** Information provided follows **

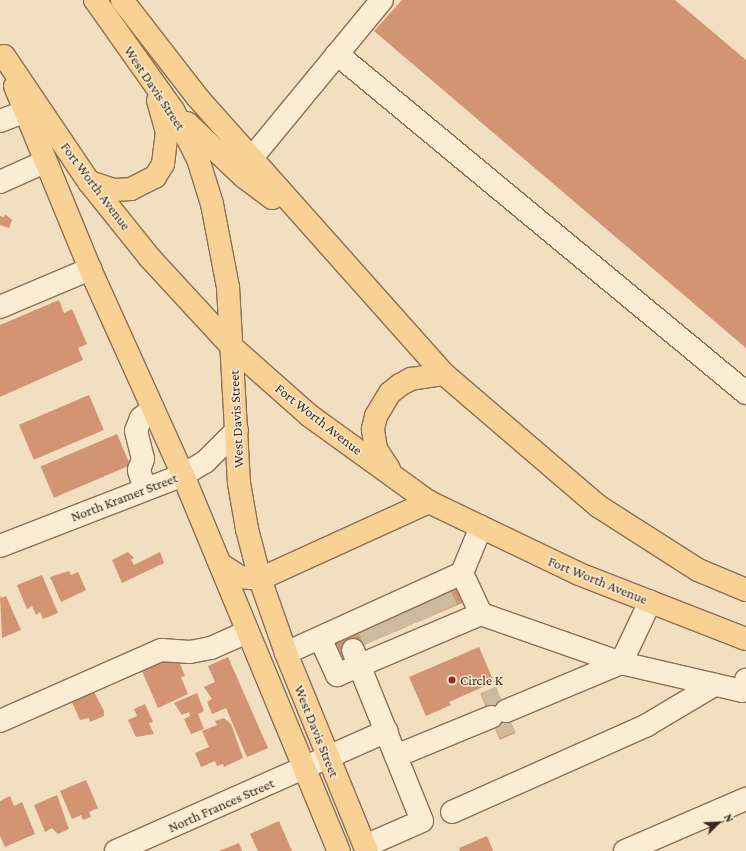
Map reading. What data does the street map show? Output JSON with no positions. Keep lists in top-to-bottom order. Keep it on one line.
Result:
{"streets":{"main road":["West Davis Street","Fort Worth Avenue"],"street":["North Kramer Street","North Frances Street"]},"crossings":[["West Davis Street","Fort Worth Avenue"],["West Davis Street","North Kramer Street"],["West Davis Street","North Frances Street"]],"places":["Circle K"],"north":"top right"}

** End of Information provided **

What needs to be done: The full listing, transcribed exactly and without its pictures, is the expected result.

Answer:
Map reading. What data does the street map show? Output JSON with no positions. Keep lists in top-to-bottom order. Keep it on one line.
Result:
{"streets":{"main road":["West Davis Street","Fort Worth Avenue"],"street":["North Kramer Street","North Frances Street"]},"crossings":[["West Davis Street","Fort Worth Avenue"],["West Davis Street","North Kramer Street"],["West Davis Street","North Frances Street"]],"places":["Circle K"],"north":"top right"}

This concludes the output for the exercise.